Review of For Now Album by The Bishops

Review of The Bishops album 'For Now'

The Bishops For Now Album

It's not as if the music industry is short of bands that cite The Beatles, the most successful band of all time, as a major influence. But here come The Bishops regardless. Or rather, here they come again, as this is the second album from the London trio. If you missed them the first time around; they dress smartly and pitch somewhere between The Kinks and The Coral: straightforward pop music layered with harmonies so tight you couldn't squeeze a thing between them.

The whole production package on 'For Now' is similarly tight, the monochromatic sleeve to be expected in true retro styling, though the need to print the lyrics word for word when a lot of them are 'ohs' and 'yeahs' is rather questionable.
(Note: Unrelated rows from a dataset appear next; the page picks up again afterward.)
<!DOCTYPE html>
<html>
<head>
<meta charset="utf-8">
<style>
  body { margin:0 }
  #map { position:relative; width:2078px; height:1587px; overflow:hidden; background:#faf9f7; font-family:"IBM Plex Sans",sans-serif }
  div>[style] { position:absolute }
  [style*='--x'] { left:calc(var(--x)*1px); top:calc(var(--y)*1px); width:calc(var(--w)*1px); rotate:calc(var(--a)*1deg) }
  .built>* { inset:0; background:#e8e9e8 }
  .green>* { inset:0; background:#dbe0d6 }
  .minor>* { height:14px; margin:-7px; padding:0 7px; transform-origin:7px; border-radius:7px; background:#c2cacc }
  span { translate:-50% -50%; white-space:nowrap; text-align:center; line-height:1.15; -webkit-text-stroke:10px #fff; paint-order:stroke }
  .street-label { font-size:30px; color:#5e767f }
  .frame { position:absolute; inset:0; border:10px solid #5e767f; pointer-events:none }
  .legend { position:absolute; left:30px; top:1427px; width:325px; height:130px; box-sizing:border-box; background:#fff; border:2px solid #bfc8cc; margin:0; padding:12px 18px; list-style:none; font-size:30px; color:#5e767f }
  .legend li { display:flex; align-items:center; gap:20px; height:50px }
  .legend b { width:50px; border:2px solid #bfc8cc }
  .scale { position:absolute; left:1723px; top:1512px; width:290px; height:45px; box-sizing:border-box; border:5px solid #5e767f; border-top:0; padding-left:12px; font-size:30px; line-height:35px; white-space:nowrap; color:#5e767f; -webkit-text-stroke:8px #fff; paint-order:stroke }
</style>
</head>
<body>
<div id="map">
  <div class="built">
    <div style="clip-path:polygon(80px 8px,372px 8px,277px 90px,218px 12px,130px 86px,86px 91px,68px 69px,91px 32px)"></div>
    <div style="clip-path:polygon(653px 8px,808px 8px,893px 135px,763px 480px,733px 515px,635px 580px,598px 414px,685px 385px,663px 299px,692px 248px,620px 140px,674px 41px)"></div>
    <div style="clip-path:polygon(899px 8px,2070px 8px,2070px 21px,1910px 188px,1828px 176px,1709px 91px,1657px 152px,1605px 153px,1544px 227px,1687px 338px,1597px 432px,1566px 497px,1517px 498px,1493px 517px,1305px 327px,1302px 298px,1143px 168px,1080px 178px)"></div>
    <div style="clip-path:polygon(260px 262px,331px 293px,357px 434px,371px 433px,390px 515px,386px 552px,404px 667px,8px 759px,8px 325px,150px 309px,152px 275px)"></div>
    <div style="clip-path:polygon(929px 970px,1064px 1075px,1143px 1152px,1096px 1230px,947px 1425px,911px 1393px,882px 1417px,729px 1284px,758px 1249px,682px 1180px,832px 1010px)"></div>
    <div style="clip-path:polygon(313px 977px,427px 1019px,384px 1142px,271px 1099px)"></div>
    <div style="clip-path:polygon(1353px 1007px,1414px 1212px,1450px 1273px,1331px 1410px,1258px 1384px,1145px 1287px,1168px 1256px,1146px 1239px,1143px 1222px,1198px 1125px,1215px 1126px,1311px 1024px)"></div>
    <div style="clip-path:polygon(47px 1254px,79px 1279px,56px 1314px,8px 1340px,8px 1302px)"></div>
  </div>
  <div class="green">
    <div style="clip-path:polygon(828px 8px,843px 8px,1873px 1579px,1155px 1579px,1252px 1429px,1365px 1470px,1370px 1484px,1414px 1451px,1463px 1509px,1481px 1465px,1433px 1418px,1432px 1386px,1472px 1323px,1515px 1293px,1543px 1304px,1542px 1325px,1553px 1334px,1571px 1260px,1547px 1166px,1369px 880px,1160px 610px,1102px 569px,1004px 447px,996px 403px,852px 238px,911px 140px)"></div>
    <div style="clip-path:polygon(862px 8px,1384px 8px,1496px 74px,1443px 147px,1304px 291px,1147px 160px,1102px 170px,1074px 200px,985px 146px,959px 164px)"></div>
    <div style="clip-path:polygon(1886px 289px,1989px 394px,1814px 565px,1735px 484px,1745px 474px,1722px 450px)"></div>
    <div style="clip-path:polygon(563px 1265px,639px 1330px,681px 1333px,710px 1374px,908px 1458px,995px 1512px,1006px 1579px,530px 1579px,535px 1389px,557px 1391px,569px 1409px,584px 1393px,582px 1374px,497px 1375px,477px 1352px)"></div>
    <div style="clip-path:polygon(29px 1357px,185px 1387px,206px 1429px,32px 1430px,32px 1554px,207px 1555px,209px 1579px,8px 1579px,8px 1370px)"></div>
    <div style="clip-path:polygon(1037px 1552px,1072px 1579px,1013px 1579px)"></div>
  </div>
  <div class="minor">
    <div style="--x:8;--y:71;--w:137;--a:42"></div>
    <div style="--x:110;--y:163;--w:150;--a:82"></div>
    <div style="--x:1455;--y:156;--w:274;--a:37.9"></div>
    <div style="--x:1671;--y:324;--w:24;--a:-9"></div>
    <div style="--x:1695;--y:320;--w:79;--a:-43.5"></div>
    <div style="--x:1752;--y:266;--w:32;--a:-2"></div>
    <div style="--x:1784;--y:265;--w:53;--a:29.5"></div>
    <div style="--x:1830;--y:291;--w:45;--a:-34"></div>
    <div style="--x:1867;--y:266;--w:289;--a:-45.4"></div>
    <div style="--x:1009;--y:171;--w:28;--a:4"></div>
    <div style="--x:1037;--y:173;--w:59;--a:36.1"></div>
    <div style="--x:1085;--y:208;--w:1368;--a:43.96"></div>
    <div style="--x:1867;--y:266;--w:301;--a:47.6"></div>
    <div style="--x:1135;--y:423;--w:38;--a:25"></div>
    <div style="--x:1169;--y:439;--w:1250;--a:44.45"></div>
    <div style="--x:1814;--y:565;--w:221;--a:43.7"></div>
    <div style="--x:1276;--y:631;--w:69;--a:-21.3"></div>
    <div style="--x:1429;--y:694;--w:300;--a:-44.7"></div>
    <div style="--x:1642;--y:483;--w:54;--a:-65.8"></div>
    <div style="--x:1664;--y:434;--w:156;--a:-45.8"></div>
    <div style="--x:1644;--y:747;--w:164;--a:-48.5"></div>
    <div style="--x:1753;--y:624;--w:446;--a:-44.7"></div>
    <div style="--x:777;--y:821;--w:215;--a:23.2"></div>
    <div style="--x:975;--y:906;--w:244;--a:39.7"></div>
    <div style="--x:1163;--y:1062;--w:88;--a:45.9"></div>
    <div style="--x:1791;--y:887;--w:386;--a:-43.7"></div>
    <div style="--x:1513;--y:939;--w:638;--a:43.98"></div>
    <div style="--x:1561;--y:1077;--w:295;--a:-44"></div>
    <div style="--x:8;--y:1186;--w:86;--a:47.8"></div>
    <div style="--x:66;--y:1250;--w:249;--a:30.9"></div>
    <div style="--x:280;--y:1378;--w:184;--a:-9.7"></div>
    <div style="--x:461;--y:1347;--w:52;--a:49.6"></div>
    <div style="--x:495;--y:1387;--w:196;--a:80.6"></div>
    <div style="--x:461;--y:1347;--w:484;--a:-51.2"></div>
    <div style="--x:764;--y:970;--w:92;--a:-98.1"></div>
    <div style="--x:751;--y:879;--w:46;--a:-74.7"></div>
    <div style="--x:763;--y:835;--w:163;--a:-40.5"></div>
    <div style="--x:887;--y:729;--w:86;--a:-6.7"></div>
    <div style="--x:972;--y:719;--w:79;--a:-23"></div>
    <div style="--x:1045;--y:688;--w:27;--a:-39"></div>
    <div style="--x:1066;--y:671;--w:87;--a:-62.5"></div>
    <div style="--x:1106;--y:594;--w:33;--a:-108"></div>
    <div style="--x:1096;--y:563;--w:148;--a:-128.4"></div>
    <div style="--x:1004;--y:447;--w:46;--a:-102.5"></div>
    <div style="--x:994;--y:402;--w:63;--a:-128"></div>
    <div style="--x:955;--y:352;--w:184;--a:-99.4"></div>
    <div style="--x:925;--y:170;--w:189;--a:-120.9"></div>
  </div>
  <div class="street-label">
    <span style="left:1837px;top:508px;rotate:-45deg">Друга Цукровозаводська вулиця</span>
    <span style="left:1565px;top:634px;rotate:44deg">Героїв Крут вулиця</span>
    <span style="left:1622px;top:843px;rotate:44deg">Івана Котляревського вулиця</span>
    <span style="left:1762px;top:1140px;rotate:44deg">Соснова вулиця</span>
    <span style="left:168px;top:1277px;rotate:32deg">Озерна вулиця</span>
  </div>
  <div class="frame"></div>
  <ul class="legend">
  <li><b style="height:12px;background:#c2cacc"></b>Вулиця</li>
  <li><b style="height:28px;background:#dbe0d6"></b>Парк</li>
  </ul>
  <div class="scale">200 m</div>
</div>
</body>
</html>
They certainly look the part; sartorial elegance is not in short supply, but what The Bishops seem to really lack is soul. Their music, whilst arguably not unlistenable, it is pretty sterile: Plundering a style of musical greats but without much imagination. 'City Lights' fades out mid-track, seemingly before the band are even finished with it. 'Hold On' and 'Laughter in The Dark' are ok, but many songs on the album sort of plod along without much drive. They can play their instruments and sing in key - which is more than some bands can do - but come across as style over substance.

Perhaps the final nail in the coffin is their cover of the traditional blues song 'He Was A Friend Of Mine,' which is recalled most famously from Bob Dylan's eponymous debut. Ironically, this was Dylan's 'covers' album, which saw him before he was a songwriter with an established back catalogue. His version was not musically perfect (really not), but it managed to retain a sense of what the song was about - the death of a dear friend. The Bishops take it and make it tune perfect, but in doing so manage to remove the song's pathos completely. The cover misses the point entirely - after all, it's called the blues for a reason.

All in all, this only seeks to prove that it's not enough just to be influenced by greats, after all every band can be just that. It's what you do with it counts and The Bishops don't attempt much.